DESCRIPTION OF THE TASK:
If a line in the listing below contains the word "hidden", count it, then please give only the number of such lines.

SOURCE DATA:
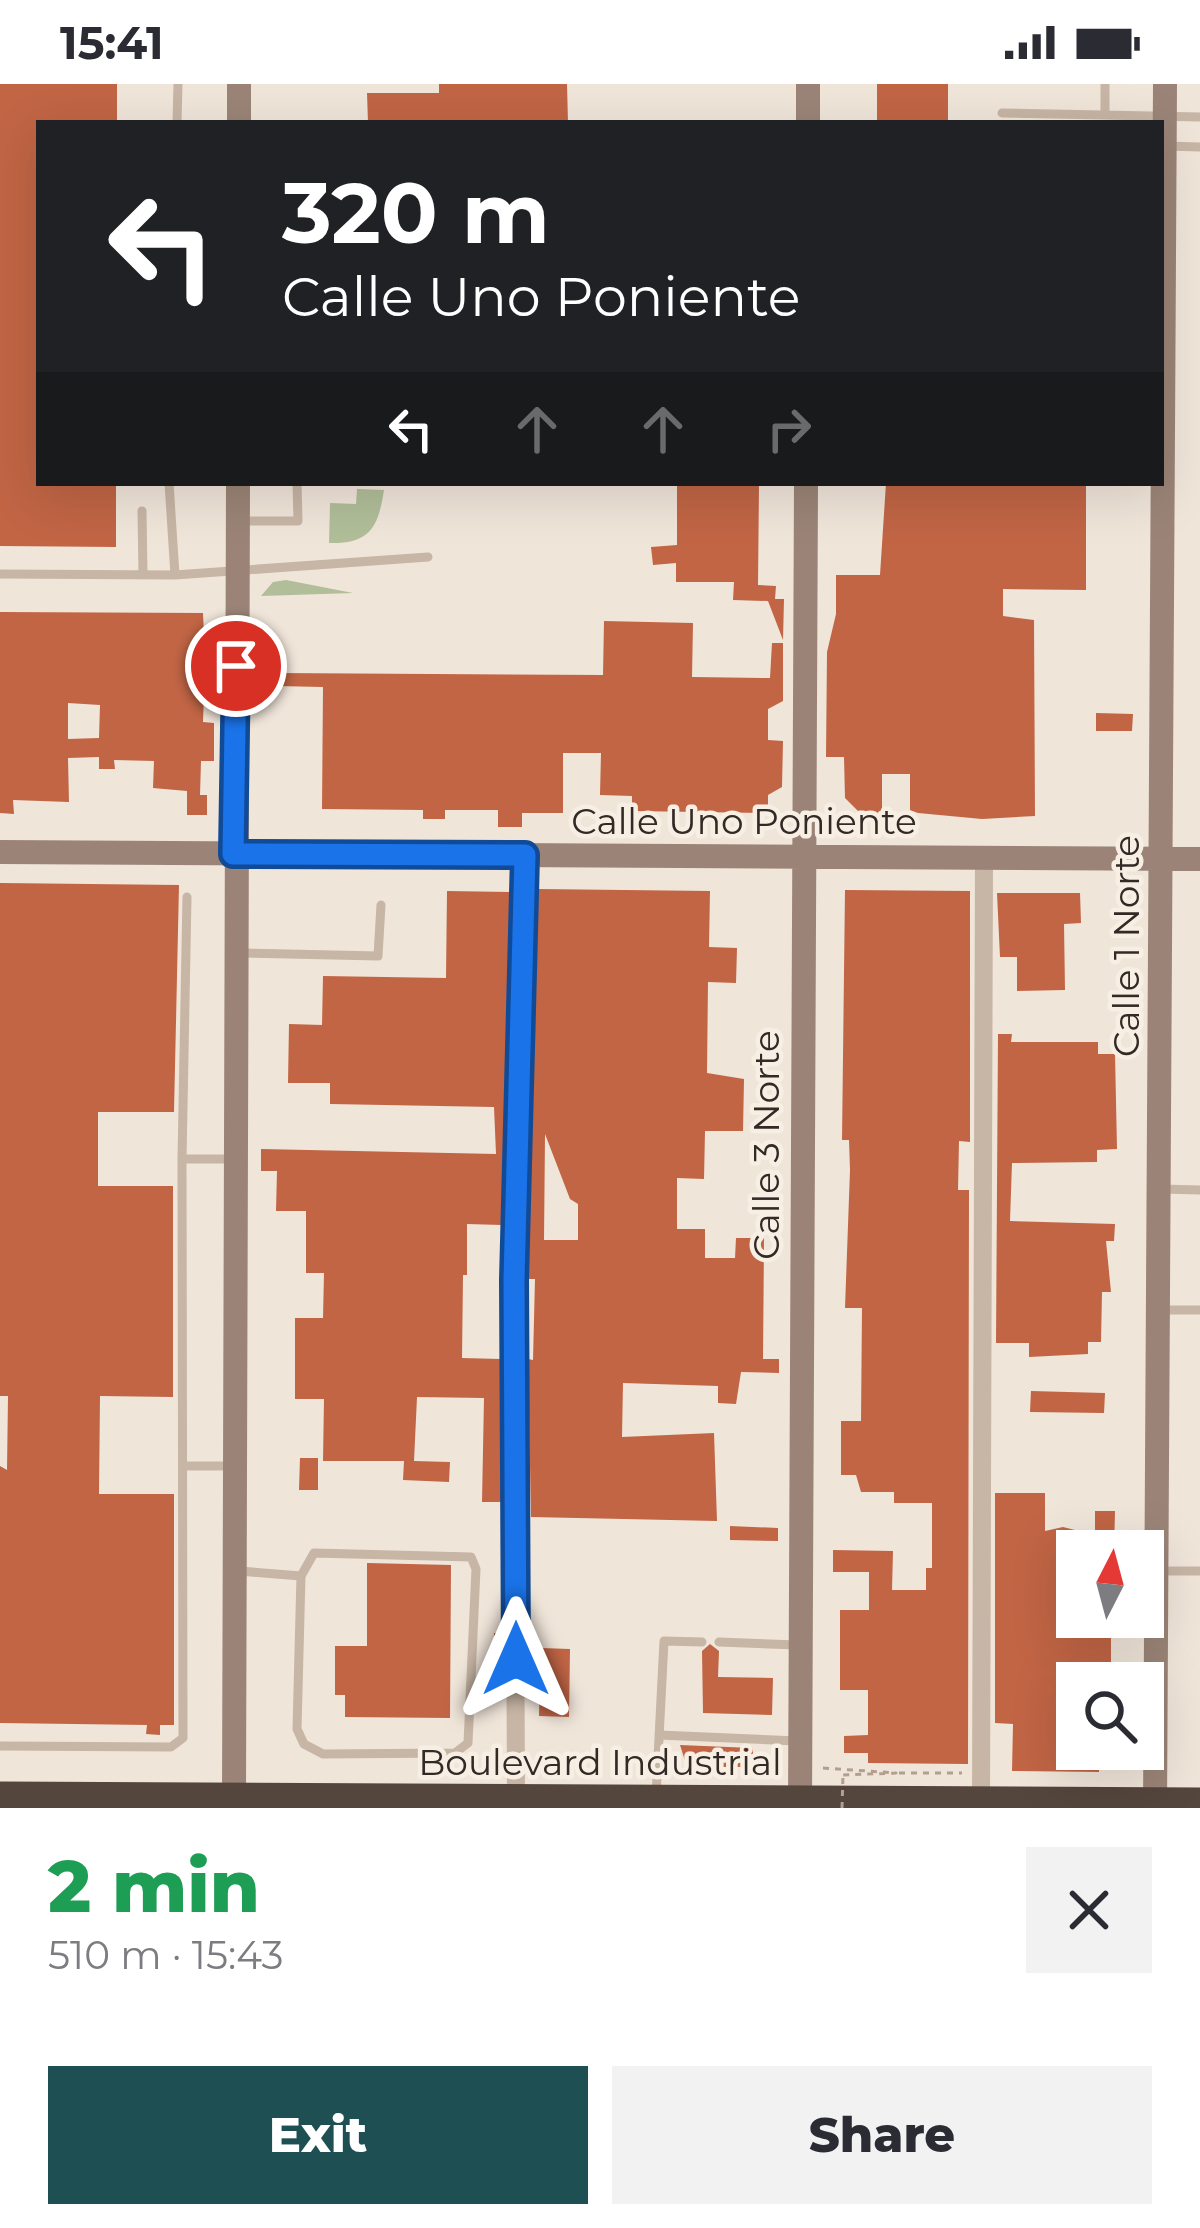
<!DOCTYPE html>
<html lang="en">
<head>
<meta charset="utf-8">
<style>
  :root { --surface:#fff; --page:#f2f2f3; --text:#2b2b33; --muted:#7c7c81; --accent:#1d4f53 }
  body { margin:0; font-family:Montserrat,sans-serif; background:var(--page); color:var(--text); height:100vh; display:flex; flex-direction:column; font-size:45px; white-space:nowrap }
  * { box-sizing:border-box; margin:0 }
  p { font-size:39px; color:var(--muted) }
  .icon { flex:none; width:66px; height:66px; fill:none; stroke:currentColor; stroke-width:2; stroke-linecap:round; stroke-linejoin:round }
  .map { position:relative; height:1724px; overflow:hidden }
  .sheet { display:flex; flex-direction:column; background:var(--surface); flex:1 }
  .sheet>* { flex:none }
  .guide { position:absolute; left:36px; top:36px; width:1128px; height:366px; border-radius:0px; box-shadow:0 12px 48px #0002; background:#202124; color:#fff; overflow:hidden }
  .needle { width:78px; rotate:6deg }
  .fabs { position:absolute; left:1056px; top:1446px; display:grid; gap:24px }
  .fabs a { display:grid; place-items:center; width:108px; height:108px; border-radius:0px; background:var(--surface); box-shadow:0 12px 48px #0002; font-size:60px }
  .pin { position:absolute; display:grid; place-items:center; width:102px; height:102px; color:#fff; margin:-51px; border:6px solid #fff; border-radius:50%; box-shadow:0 3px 12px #0007 }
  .me { position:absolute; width:132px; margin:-66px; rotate:0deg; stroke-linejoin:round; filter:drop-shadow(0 0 9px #0008) }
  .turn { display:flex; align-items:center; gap:42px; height:252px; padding:0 48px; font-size:54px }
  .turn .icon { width:156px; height:156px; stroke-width:2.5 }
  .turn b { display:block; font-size:84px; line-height:102px }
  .lanes { display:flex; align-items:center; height:114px; padding:0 48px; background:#0003; justify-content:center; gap:60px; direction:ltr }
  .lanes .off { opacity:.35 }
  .round { display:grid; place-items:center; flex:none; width:126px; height:126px; border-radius:0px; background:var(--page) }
  .overview { display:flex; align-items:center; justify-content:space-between; height:204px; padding:0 48px }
  h1 { font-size:72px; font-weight:800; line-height:90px; color:#1e9e55 }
  .primary-button { display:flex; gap:24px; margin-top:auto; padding:24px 48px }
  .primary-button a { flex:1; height:138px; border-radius:0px; background:var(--accent); color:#fff; font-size:48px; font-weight:800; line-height:138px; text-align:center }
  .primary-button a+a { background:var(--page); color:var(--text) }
  .status { display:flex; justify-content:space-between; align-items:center; height:84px; padding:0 60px; background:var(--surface); direction:ltr }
  .status svg { height:33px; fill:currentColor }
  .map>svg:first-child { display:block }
  .green { fill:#b1be99 }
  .building { fill:#c16545; fill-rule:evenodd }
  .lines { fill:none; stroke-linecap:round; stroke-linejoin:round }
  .path { stroke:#b39f90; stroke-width:3; stroke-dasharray:6 6; stroke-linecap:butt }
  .lane { stroke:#c7b5a5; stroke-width:9 }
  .street { stroke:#c7b5a5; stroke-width:18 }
  .secondary { stroke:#9b8477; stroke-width:24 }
  .highway { stroke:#54453d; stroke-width:33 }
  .path-bridge { stroke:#b39f90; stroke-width:3; stroke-dasharray:6 6; stroke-linecap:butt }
  .route-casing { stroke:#114b97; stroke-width:30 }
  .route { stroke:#1a73e8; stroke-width:21 }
  .labels { text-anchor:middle; stroke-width:9; stroke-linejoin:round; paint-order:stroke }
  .street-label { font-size:36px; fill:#332a26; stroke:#f8efe4 }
</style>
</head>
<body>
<div class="status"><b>15:41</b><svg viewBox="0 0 49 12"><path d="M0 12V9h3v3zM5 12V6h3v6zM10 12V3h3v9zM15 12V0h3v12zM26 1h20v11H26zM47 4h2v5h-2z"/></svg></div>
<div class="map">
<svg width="1200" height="1724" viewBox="0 0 1200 1724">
  <rect width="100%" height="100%" fill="#f0e5d9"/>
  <!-- green -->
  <path class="green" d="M357 405 384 406C378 444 370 460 329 459L330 419 356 420Z
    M286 496 353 509 261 512 273 498Z"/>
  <!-- building -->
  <path class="building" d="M0 0H117V39H39V399H116V463L0 462Z
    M439 0H567L568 39H368L367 9H439Z
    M877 0H948V39H877Z
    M677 399H759L758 501 776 502 775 515H784L783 556 768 517 733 516 734 498H676V479L653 481 651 463 677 461Z
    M886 399H1086V506L1003 505V532L1034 536 1035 732 982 735 918 729 910 726V690H882V732L862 731 845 714 844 673H826L827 568 836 530V491H880Z
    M0 528 203 529 204 551 214 550V584H205L203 638 214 639V677H201L200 711H207V731H187V707L153 704 154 677 114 676 115 685H99V673L68 674 69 718 13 716 14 730 0 729ZM68 619 100 621 99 654 68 655Z
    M604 537 693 539 692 593 770 594 772 559H783V617L768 625V656L783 657 782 703 768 711V729L632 727V712L600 711 601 669H563V729H522V743H498V726H445V735H423V726L322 725 323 603 276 602V589L603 591Z
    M1096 629 1133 630 1132 647H1096Z
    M0 799 179 801 174 1028H98V1102H173V1313L100 1312 99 1410H174V1641H160V1651L146 1650 147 1641 0 1639V1382L7 1386 8 1312H0Z
    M538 805 710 807 709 863 737 864 736 899 708 898 707 989 744 995 743 1047H705L704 1095 677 1094V1145H705V1174H735L736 1154H764L763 1275H779V1289L741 1288 736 1320 718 1319V1302L623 1299 622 1353 714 1349 717 1437 531 1433 528 1275 533 1276 535 1195H528ZM545 1050 570 1115 578 1120V1156H544Z
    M845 806 970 807V1058L959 1057 958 1106H969L968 1680 868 1679V1669H844V1652L868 1651V1606H840V1526H869V1488H833V1466L893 1467 892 1506H926V1484H932V1419H894V1408H861L856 1391H841V1337H861L862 1224H845L850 1086 849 1056H842Z
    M447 807 511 808 502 1141 467 1140V1191H463L462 1274 501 1275V1418H482L484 1314 417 1313 414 1377 450 1378 449 1398 403 1396 404 1377H323L324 1315H295V1234H323L324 1189H306V1127H276L277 1087H261V1065L496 1070 494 1023 330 1020V999H288L289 940 322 941 323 892 446 894Z
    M997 809H1080L1081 839 1064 840 1065 906 1017 907V873H1000Z
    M998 950H1012L1011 958H1098V970H1115L1117 1065 1097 1066V1078L1012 1079 1010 1137 1115 1140 1114 1157H1106L1111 1208H1102L1101 1258H1088V1270L1029 1273V1259H996Z
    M1031 1307 1105 1309 1104 1329 1030 1328Z
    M300 1374H318V1406H299Z
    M995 1409H1045V1447L1063 1443 1095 1451V1427H1115L1114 1467H1077V1533L1105 1534V1543H1111V1593L1104 1599H1077V1665H1107V1683H1099V1688L1012 1687 1013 1640 995 1639Z
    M730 1442 778 1444V1457L730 1456Z
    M367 1479 451 1481 450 1634 345 1633V1611H335V1562H367Z
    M494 1549H502V1615H494Z
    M710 1560 719 1567 718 1593 773 1594 772 1631 703 1629 702 1567Z
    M541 1564 570 1565 569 1633 539 1632 540 1587H529V1571H540Z
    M680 1661 752 1664 756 1683H687Z"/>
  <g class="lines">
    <!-- path -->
    <path class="path" d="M823 1684 896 1689 843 1691
      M899 1689H962"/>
    <!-- lane -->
    <path class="lane" d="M1002 29 1200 33
      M1105 30V0
      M177 39 178 0
      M1165 62 1200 63
      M169 399 175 491
      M142 427 143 491
      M239 437H298L297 399
      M0 490 175 491 428 473
      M187 813 182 1075H233
      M239 869 378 872 381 821
      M1161 1105 1200 1106
      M1161 1226H1200
      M183 1382H234
      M239 1487 301 1492 297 1645 304 1660 323 1670 455 1669 468 1659 476 1485 471 1473 314 1469 301 1492
      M1160 1487H1200
      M719 1558 798 1561
      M659 1651 798 1657
      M0 1662 171 1663 183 1654 182 1075
      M656 1712 664 1557 702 1558"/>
    <!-- street -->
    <path class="street" d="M981 1719 984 774
      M516 1724 514 1196 525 771"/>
    <!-- secondary -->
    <path class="secondary" d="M239 39V0
      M808 39V0
      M0 768 1200 775
      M234 1715 238 399
      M800 1724 806 399
      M1155 1724 1165 0"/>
    <!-- highway -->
    <path class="highway" d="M0 1714 1200 1720"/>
    <!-- path-bridge -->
    <path class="path-bridge" d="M842 1724 843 1691"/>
  </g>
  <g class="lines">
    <defs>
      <path id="route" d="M236 582 233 770 525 771 514 1196 516 1575"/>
    </defs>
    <!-- route casing -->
    <use href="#route" class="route-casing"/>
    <!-- route -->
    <use href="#route" class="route"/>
  </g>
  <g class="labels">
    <!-- street labels -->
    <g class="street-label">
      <text x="744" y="750">Calle Uno Poniente</text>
      <text transform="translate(1126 862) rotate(-90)" y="13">Calle 1 Norte</text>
      <text transform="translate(766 1061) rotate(-90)" y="13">Calle 3 Norte</text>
      <text x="600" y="1691">Boulevard Industrial</text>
    </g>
  </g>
</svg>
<div class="fabs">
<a><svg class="needle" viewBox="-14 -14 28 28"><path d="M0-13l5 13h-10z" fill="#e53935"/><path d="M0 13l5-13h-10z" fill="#7c7c81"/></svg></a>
<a><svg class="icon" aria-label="search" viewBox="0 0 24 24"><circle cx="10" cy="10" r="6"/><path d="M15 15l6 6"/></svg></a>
</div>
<div class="pin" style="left:236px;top:582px;background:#d93025"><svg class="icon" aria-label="arrive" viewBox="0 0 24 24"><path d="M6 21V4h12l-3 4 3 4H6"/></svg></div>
<svg class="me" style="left:516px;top:1575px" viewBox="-20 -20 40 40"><path d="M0-17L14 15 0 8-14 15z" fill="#1a73e8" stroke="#fff" stroke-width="4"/></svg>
<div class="guide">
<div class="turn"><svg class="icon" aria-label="left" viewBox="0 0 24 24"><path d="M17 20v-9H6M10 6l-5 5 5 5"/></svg><div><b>320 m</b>Calle Uno Poniente</div></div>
<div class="lanes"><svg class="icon" aria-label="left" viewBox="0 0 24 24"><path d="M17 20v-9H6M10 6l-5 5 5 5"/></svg><svg class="icon off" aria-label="ahead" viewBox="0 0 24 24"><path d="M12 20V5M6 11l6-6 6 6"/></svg><svg class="icon off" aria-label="ahead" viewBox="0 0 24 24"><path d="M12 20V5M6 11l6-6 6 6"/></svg><svg class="icon off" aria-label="right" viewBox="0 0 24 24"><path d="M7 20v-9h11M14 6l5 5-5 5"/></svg></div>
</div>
</div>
<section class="sheet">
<div class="overview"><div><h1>2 min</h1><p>510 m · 15:43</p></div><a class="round"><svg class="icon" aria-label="close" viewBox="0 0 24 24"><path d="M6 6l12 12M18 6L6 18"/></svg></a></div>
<div class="primary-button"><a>Exit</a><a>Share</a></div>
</section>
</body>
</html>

RESULT OF THE EXERCISE:
2